Start of MATERIAL SHOWN

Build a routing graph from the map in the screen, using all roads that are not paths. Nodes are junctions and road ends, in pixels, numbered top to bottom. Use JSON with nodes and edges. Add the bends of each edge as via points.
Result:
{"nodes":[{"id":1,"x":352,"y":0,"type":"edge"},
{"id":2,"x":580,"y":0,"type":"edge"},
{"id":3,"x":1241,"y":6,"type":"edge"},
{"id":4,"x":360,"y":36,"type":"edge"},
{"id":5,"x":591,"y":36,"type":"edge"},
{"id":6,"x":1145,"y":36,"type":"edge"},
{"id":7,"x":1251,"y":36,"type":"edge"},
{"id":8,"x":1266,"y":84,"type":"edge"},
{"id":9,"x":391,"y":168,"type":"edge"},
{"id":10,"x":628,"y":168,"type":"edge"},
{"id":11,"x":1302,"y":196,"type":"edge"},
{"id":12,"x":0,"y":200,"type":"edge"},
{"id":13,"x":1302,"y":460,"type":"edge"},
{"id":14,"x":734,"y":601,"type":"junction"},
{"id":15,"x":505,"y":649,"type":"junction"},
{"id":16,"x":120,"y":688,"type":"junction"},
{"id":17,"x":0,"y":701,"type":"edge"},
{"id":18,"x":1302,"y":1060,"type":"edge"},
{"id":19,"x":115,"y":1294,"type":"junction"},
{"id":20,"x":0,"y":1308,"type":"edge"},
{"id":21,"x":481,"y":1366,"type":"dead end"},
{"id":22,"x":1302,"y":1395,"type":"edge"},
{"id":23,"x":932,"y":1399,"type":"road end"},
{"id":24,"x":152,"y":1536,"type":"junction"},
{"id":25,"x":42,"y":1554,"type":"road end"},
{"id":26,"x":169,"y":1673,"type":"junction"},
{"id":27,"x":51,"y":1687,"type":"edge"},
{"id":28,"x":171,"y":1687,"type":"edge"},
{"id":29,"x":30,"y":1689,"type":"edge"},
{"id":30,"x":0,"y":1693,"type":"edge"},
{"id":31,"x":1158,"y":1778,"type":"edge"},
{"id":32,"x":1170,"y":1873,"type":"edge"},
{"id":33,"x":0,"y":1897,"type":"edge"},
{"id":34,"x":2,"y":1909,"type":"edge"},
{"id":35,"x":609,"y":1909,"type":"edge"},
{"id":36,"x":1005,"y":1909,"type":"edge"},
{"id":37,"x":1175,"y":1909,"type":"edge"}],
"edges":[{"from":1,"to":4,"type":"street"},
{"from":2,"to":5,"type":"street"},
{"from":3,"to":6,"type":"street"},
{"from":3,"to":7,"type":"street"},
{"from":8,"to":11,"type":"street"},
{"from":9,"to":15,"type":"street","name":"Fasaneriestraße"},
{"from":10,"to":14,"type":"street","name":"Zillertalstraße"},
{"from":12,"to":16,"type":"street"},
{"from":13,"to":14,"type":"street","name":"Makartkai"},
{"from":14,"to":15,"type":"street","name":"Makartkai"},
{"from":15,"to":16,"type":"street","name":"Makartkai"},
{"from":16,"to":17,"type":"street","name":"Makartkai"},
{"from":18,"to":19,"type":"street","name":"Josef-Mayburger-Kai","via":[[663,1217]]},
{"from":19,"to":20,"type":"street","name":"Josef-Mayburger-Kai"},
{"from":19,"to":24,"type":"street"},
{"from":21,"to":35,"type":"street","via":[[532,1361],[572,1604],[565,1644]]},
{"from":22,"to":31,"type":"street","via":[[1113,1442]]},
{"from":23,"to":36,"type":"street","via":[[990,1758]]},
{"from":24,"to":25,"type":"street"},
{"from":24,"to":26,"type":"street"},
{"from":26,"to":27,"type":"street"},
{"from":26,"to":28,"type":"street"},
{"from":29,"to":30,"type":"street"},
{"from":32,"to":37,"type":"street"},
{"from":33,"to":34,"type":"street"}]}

End of MATERIAL SHOWN

* **WHAT TO DO**
What is needed is an exact copy of every record above.

* **RESPONSE TO THE EXERCISE**
Build a routing graph from the map in the screen, using all roads that are not paths. Nodes are junctions and road ends, in pixels, numbered top to bottom. Use JSON with nodes and edges. Add the bends of each edge as via points.
Result:
{"nodes":[{"id":1,"x":352,"y":0,"type":"edge"},
{"id":2,"x":580,"y":0,"type":"edge"},
{"id":3,"x":1241,"y":6,"type":"edge"},
{"id":4,"x":360,"y":36,"type":"edge"},
{"id":5,"x":591,"y":36,"type":"edge"},
{"id":6,"x":1145,"y":36,"type":"edge"},
{"id":7,"x":1251,"y":36,"type":"edge"},
{"id":8,"x":1266,"y":84,"type":"edge"},
{"id":9,"x":391,"y":168,"type":"edge"},
{"id":10,"x":628,"y":168,"type":"edge"},
{"id":11,"x":1302,"y":196,"type":"edge"},
{"id":12,"x":0,"y":200,"type":"edge"},
{"id":13,"x":1302,"y":460,"type":"edge"},
{"id":14,"x":734,"y":601,"type":"junction"},
{"id":15,"x":505,"y":649,"type":"junction"},
{"id":16,"x":120,"y":688,"type":"junction"},
{"id":17,"x":0,"y":701,"type":"edge"},
{"id":18,"x":1302,"y":1060,"type":"edge"},
{"id":19,"x":115,"y":1294,"type":"junction"},
{"id":20,"x":0,"y":1308,"type":"edge"},
{"id":21,"x":481,"y":1366,"type":"dead end"},
{"id":22,"x":1302,"y":1395,"type":"edge"},
{"id":23,"x":932,"y":1399,"type":"road end"},
{"id":24,"x":152,"y":1536,"type":"junction"},
{"id":25,"x":42,"y":1554,"type":"road end"},
{"id":26,"x":169,"y":1673,"type":"junction"},
{"id":27,"x":51,"y":1687,"type":"edge"},
{"id":28,"x":171,"y":1687,"type":"edge"},
{"id":29,"x":30,"y":1689,"type":"edge"},
{"id":30,"x":0,"y":1693,"type":"edge"},
{"id":31,"x":1158,"y":1778,"type":"edge"},
{"id":32,"x":1170,"y":1873,"type":"edge"},
{"id":33,"x":0,"y":1897,"type":"edge"},
{"id":34,"x":2,"y":1909,"type":"edge"},
{"id":35,"x":609,"y":1909,"type":"edge"},
{"id":36,"x":1005,"y":1909,"type":"edge"},
{"id":37,"x":1175,"y":1909,"type":"edge"}],
"edges":[{"from":1,"to":4,"type":"street"},
{"from":2,"to":5,"type":"street"},
{"from":3,"to":6,"type":"street"},
{"from":3,"to":7,"type":"street"},
{"from":8,"to":11,"type":"street"},
{"from":9,"to":15,"type":"street","name":"Fasaneriestraße"},
{"from":10,"to":14,"type":"street","name":"Zillertalstraße"},
{"from":12,"to":16,"type":"street"},
{"from":13,"to":14,"type":"street","name":"Makartkai"},
{"from":14,"to":15,"type":"street","name":"Makartkai"},
{"from":15,"to":16,"type":"street","name":"Makartkai"},
{"from":16,"to":17,"type":"street","name":"Makartkai"},
{"from":18,"to":19,"type":"street","name":"Josef-Mayburger-Kai","via":[[663,1217]]},
{"from":19,"to":20,"type":"street","name":"Josef-Mayburger-Kai"},
{"from":19,"to":24,"type":"street"},
{"from":21,"to":35,"type":"street","via":[[532,1361],[572,1604],[565,1644]]},
{"from":22,"to":31,"type":"street","via":[[1113,1442]]},
{"from":23,"to":36,"type":"street","via":[[990,1758]]},
{"from":24,"to":25,"type":"street"},
{"from":24,"to":26,"type":"street"},
{"from":26,"to":27,"type":"street"},
{"from":26,"to":28,"type":"street"},
{"from":29,"to":30,"type":"street"},
{"from":32,"to":37,"type":"street"},
{"from":33,"to":34,"type":"street"}]}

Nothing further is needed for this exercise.